NEW YORK ( TheStreet) -- Camtek (Nasdaq: CAMT) has been upgraded by TheStreet Ratings from hold to buy. The company's strengths can be seen in multiple areas, such as its robust revenue growth, largely solid financial position with reasonable debt levels by most measures, impressive record of earnings per share growth, compelling growth in net income and expanding profit margins. Although no company is perfect, currently we do not see any significant weaknesses which are likely to detract from the generally positive outlook. Highlights from the ratings report include:
- 46.50% is the gross profit margin for CAMTEK LTD which we consider to be strong. It has increased significantly from the same period last year. Despite the strong results of the gross profit margin, CAMT's net profit margin of 5.20% significantly trails the industry average.

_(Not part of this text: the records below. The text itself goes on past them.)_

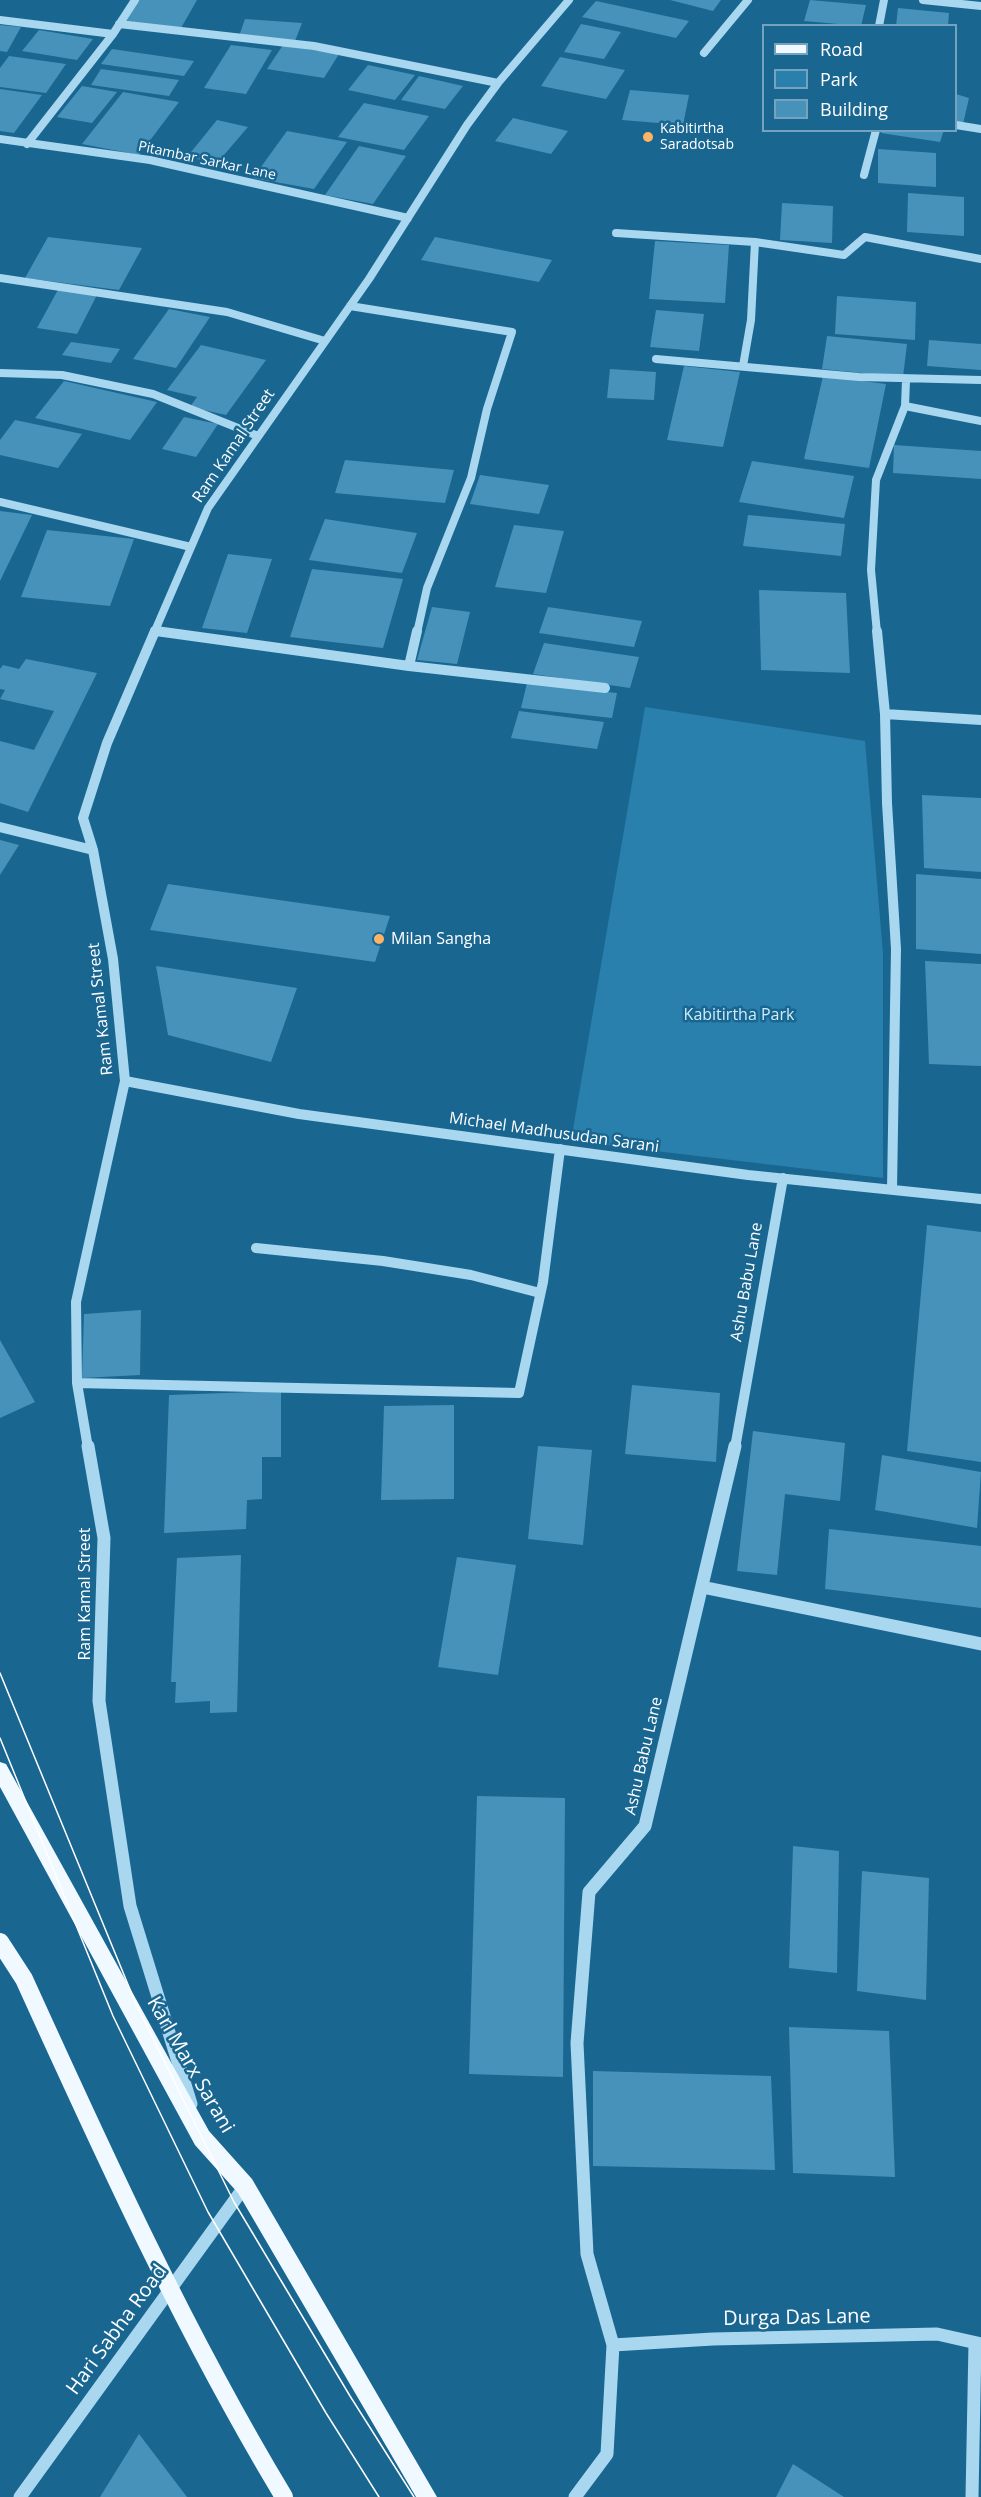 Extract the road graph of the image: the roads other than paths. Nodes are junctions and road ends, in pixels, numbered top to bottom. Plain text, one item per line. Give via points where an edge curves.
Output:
1 (135, 0) edge
2 (568, 0) edge
3 (748, 0) edge
4 (884, 0) edge
5 (923, 0) edge
6 (981, 6) edge
7 (0, 20) edge
8 (119, 24) junction
9 (879, 24) edge
10 (113, 34) junction
11 (704, 53) dead end
12 (498, 83) junction
13 (957, 125) edge
14 (981, 129) edge
15 (875, 132) edge
16 (0, 139) edge
17 (27, 144) junction
18 (864, 175) dead end
19 (408, 218) junction
20 (616, 232) dead end
21 (755, 242) junction
22 (981, 259) edge
23 (0, 278) edge
24 (350, 306) junction
25 (325, 341) junction
26 (656, 359) dead end
27 (743, 366) junction
28 (0, 373) edge
29 (906, 380) junction
30 (981, 380) edge
31 (905, 406) junction
32 (981, 421) edge
33 (258, 436) junction
34 (0, 501) edge
35 (190, 547) junction
36 (154, 631) junction
37 (409, 666) junction
38 (605, 688) dead end
39 (885, 714) junction
40 (981, 720) edge
41 (0, 827) edge
42 (93, 850) junction
43 (124, 1081) junction
44 (560, 1149) junction
45 (783, 1178) junction
46 (892, 1189) junction
47 (981, 1198) edge
48 (256, 1248) dead end
49 (540, 1293) junction
50 (77, 1383) junction
51 (702, 1587) junction
52 (981, 1644) edge
53 (0, 1770) edge
54 (0, 1942) edge
55 (202, 2138) junction
56 (245, 2186) junction
57 (978, 2344) edge
58 (613, 2345) junction
59 (20, 2497) edge
60 (284, 2497) edge
61 (427, 2497) edge
62 (575, 2497) edge
63 (972, 2497) edge

1 - 8 street
2 - 12 street, Ram Kamal Street
3 - 11 street
4 - 9 street
5 - 6 street
7 - 10 street
8 - 10 street
8 - 12 street via 314,46
10 - 17 street
12 - 19 street, Ram Kamal Street
13 - 14 street
15 - 18 street
16 - 17 street, Pitambar Sarkar Lane
17 - 19 street, Pitambar Sarkar Lane via 150,160
19 - 24 street, Ram Kamal Street
20 - 21 street
21 - 22 street via 844,255 865,237
21 - 27 street via 751,320
23 - 25 street via 227,312
24 - 25 street, Ram Kamal Street
24 - 37 street via 512,332 487,409 471,478 427,588
25 - 33 street, Ram Kamal Street
26 - 27 street
27 - 29 street
28 - 33 street via 62,375 153,394
29 - 30 street
29 - 31 street
31 - 32 street
31 - 39 street via 876,480 871,570
33 - 35 street, Ram Kamal Street via 208,508
34 - 35 street
35 - 36 street, Ram Kamal Street
36 - 37 street
36 - 42 street, Ram Kamal Street via 107,743 83,818
37 - 38 street
39 - 40 street
39 - 46 street via 896,949
41 - 42 street
42 - 43 street, Ram Kamal Street via 113,959
43 - 44 street, Michael Madhusudan Sarani via 299,1113
43 - 50 street, Ram Kamal Street via 76,1302
44 - 45 street, Michael Madhusudan Sarani
44 - 49 street
45 - 46 street, Michael Madhusudan Sarani
45 - 51 street, Ashu Babu Lane via 734,1453
46 - 47 street, Michael Madhusudan Sarani
48 - 49 street via 383,1261 471,1275
49 - 50 street via 519,1393
50 - 55 street, Ram Kamal Street via 104,1538 99,1701 130,1906
51 - 52 street
51 - 58 street, Ashu Babu Lane via 645,1826 589,1892 577,2043 587,2254
53 - 55 main road, Karl Marx Sarani
54 - 60 main road, bridge via 24,1979 134,2220 247,2436
55 - 56 main road, Karl Marx Sarani
56 - 59 street, Hari Sabha Road
56 - 61 main road, Karl Marx Sarani
57 - 58 street, Durga Das Lane via 937,2334
57 - 63 street
58 - 62 street, Ashu Babu Lane via 607,2454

- The net income growth from the same quarter one year ago has significantly exceeded that of the S&P 500 and the Semiconductors & Semiconductor Equipment industry. The net income increased by 132.9% when compared to the same quarter one year prior, rising from -$3.98 million to $1.31 million.
- CAMTEK LTD reported significant earnings per share improvement in the most recent quarter compared to the same quarter a year ago. The company has demonstrated a pattern of positive earnings per share growth over the past two years. We feel that this trend should continue. During the past fiscal year, CAMTEK LTD turned its bottom line around by earning $0.10 versus -$0.41 in the prior year. This year, the market expects an improvement in earnings ($0.41 versus $0.10).
- CAMT's debt-to-equity ratio is very low at 0.05 and is currently below that of the industry average, implying that there has been very successful management of debt levels. Along with the favorable debt-to-equity ratio, the company maintains an adequate quick ratio of 1.17, which illustrates the ability to avoid short-term cash problems.
- The revenue growth greatly exceeded the industry average of 7.5%. Since the same quarter one year prior, revenues rose by 47.7%. Growth in the company's revenue appears to have helped boost the earnings per share.